Dort ist auch Kollege Ulrich Sargalski aus Sundern registriert. Er bietet seit 33 Jahren Reparaturen an. Ihm begegnen zwei Sorten von Kunden: »Die einen zucken nur mit der Schulter, wenn ich ihnen sage, dass es keine Ersatzteile mehr gibt. Sie sind von den Firmen schon so erzogen, dass sie nichts anderes mehr erwarten.« Die anderen hingegen seien sehr umweltbewusst und legten viel Wert darauf, nichts unnötig wegzuwerfen. Diese Gruppe wachse erfreulicherweise.

Viele wüssten heute aber auch gar nicht mehr, dass man Elektro-Geräte überhaupt reparieren lassen kann, hat der 60-Jährige festgestellt.

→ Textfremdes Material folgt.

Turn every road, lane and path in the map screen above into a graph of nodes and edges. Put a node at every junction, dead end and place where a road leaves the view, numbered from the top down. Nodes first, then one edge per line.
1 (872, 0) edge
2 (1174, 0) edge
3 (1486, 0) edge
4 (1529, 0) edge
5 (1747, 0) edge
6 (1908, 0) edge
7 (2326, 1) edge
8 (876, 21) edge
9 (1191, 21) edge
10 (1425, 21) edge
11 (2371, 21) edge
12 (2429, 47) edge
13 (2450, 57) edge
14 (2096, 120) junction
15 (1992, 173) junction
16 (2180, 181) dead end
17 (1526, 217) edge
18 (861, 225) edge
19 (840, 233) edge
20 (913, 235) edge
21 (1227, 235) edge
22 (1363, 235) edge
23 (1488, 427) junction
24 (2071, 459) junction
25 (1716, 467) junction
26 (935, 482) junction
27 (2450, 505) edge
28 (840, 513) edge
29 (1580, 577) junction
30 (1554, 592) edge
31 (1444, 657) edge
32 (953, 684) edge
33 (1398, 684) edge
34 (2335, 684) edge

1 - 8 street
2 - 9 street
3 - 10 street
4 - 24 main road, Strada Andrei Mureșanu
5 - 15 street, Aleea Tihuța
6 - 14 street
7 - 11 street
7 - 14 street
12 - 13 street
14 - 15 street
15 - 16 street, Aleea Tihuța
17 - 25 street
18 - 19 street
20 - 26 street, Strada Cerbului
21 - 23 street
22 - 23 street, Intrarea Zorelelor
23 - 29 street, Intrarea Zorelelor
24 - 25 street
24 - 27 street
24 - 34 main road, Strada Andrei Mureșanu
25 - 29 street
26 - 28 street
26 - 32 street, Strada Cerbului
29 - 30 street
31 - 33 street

Das hinge sicherlich auch damit zusammen, dass wegen des Online-Handels der Kontakt zum Händler vor Ort fehle.

Beide Fachleute hoffen darauf, dass die positive Entwicklung zu einer tief greifenden, nachhaltigen Verhaltensänderung führt – bei Kunden und Produzenten.